Data snapshots may generate a large amount of output. For log collection safety, output is written to a dedicated sink. The filesystem logger plugin writes snapshot results to /var/log/osquery/osqueryd.snapshots.log.
To schedule a snapshot query, use:
{
"schedule": {
"mounts": {
"query": "select * from mounts",
"interval": 3600,
"snapshot": true
}
}
}
Schedule results
Event format
Event is the default result format. Each log line represents a state change. This format works best for log aggregation systems like Logstash or Splunk.
Example output of SELECT name, path, pid FROM processes;
(whitespace added for readability):
{
"action": "added",
"columns": {
"name": "osqueryd",
"path": "/usr/local/bin/osqueryd",
"pid": "97830"
},
"name": "processes",
"hostname": "hostname.local",
"calendarTime": "Tue Sep 30 17:37:30 2014",
"unixTime": "1412123850"
}
{
"action": "removed",
"columns": {
"name": "osqueryd",
"path": "/usr/local/bin/osqueryd",
"pid": "97650"
},
"name": "processes",
"hostname": "hostname.local",
"calendarTime": "Tue Sep 30 17:37:30 2014",
"unixTime": "1412123850"
}
This tells us that a binary called "osqueryd" was stopped and a new binary with the same name was started (note the different pids). The data is generated by keeping a cache of previous query results and only logging when the cache changes. If no new processes are started or stopped, the query won't log any results.
Snapshot format
Snapshot queries attempt to mimic the differential event format, instead of emitting "columns", the snapshot data is stored using "snapshot". An action is included as, you guessed it, "snapshot"!
Consider the following example:
{
"action": "snapshot",
"snapshot": [
{
"parent": "0",
"path": "/sbin/launchd",
"pid": "1"
},
{
"parent": "1",
"path": "/usr/sbin/syslogd",
"pid": "51"
},
{
"parent": "1",
"path": "/usr/libexec/UserEventAgent",
"pid": "52"
},
{
"parent": "1",
"path": "/usr/libexec/kextd",
"pid": "54"
},
],
"name": "process_snapshot",
"hostIdentifier": "hostname.local",
"calendarTime": "Mon May 2 22:27:32 2016 UTC",
"unixTime": "1462228052"
},
Batch format
If a query identifies multiple state changes, the batched format will include all results in a single log line. If you're programmatically parsing lines and loading them into a backend datastore, this is probably the best solution.
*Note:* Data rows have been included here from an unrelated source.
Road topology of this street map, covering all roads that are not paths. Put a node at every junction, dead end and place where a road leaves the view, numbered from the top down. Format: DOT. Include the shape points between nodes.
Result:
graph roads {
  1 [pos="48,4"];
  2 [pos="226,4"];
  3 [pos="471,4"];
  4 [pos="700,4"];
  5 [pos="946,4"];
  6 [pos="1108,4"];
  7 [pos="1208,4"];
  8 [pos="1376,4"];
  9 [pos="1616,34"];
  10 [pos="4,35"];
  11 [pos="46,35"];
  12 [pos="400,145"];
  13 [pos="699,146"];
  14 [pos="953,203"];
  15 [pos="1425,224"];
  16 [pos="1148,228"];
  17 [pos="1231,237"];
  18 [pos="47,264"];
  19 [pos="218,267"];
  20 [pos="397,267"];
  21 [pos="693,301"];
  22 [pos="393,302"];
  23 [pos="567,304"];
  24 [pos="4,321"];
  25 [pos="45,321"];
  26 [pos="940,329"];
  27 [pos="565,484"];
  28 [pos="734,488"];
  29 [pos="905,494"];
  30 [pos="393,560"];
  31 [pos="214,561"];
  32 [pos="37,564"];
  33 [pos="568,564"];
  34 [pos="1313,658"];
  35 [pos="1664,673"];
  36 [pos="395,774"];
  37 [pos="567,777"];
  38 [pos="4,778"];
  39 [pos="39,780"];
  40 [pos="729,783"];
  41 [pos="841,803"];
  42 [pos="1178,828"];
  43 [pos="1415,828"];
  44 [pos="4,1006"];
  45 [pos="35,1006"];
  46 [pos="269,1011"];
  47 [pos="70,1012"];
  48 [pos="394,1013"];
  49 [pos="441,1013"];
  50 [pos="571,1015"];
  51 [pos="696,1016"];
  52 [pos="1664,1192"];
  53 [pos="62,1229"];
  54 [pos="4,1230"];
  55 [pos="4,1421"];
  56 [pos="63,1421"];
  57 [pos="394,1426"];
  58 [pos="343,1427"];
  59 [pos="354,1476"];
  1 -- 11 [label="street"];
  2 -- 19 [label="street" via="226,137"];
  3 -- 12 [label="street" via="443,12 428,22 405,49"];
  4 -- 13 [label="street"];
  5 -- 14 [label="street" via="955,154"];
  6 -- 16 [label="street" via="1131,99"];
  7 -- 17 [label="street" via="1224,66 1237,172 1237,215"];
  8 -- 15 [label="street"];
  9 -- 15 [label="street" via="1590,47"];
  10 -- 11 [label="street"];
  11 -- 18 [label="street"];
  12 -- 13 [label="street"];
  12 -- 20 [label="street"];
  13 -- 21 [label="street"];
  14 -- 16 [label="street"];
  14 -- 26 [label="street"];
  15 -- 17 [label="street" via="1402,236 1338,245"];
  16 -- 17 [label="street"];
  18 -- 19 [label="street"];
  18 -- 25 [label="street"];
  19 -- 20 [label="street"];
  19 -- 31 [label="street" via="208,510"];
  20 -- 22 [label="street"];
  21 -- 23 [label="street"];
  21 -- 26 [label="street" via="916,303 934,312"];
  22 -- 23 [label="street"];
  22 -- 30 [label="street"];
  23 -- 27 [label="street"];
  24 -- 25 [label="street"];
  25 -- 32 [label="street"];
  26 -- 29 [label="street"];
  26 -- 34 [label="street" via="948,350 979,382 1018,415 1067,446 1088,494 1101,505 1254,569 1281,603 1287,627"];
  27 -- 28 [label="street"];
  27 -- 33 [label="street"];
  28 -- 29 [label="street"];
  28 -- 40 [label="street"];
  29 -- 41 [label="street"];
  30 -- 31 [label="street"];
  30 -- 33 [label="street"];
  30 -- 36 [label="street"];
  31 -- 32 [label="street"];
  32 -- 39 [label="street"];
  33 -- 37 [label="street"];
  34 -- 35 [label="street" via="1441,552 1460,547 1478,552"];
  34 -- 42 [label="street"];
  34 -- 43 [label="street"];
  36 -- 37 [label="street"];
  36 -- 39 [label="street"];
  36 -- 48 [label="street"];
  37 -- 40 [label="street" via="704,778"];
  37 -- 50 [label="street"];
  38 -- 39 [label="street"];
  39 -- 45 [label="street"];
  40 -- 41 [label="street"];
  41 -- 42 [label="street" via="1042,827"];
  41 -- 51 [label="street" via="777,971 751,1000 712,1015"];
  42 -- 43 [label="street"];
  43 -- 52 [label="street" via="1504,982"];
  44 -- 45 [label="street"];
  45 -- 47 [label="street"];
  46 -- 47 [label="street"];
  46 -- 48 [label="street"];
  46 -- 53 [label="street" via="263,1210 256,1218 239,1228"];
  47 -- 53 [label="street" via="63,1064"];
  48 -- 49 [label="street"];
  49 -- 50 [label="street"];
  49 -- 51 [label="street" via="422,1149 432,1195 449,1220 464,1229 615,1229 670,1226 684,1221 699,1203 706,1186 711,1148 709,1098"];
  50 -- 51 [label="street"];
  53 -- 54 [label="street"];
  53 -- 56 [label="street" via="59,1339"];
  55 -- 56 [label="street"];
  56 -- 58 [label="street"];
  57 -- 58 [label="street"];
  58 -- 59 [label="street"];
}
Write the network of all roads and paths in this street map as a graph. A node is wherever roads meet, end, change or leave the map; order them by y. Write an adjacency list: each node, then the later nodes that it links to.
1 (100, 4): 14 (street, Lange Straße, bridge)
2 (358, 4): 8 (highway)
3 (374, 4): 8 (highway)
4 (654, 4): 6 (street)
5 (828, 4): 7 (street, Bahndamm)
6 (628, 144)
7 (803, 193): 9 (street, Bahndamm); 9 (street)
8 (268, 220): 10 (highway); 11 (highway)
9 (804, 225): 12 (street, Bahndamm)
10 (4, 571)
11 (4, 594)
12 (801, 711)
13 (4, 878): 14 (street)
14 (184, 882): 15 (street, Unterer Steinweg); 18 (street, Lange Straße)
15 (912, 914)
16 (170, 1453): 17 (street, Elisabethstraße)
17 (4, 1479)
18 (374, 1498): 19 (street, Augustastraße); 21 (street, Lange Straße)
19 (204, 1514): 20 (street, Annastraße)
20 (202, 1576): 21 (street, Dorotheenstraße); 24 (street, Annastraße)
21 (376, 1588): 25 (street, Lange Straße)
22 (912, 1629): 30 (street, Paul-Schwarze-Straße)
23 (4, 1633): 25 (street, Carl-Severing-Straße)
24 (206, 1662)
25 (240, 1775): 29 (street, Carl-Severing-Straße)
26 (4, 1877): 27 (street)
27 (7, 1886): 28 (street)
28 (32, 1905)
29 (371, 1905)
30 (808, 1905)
To enable batch log lines, launch osqueryd with the --log_result_events=false
argument.
Example output of SELECT name, path, pid FROM processes;
(whitespace added for readability):
{
"diffResults": {
"added": [
{
"name": "osqueryd",
"path": "/usr/local/bin/osqueryd",
"pid": "97830"
}
],
"removed": [
{
"name": "osqueryd",
"path": "/usr/local/bin/osqueryd",
"pid": "97650"
}
]
},
"name": "processes",
"hostname": "hostname.local",
"calendarTime": "Tue Sep 30 17:37:30 2014",
"unixTime": "1412123850"
}
Most of the time the Event format is the most appropriate. The next section in the deployment guide describes log aggregation methods. The aggregation methods describe collecting, searching, and alerting on the results from a query schedule.
Unique host identification
If you need a way to uniquely identify hosts embedded into osqueryd's results log, then the --host_identifier
flag is what you're looking for.
By default, host_identifier is set to "hostname". The host's hostname will be used as the host identifier in results logs. If hostnames are not unique or consistent in your environment, you can launch osqueryd with --host_identifier=uuid
.
On Linux, a new UUID will be generated and stored in RocksDB so that it persists across reboots. On OS X, this will attempt to use the hardware UUID and fail back to using a custom generated UUID if that fails.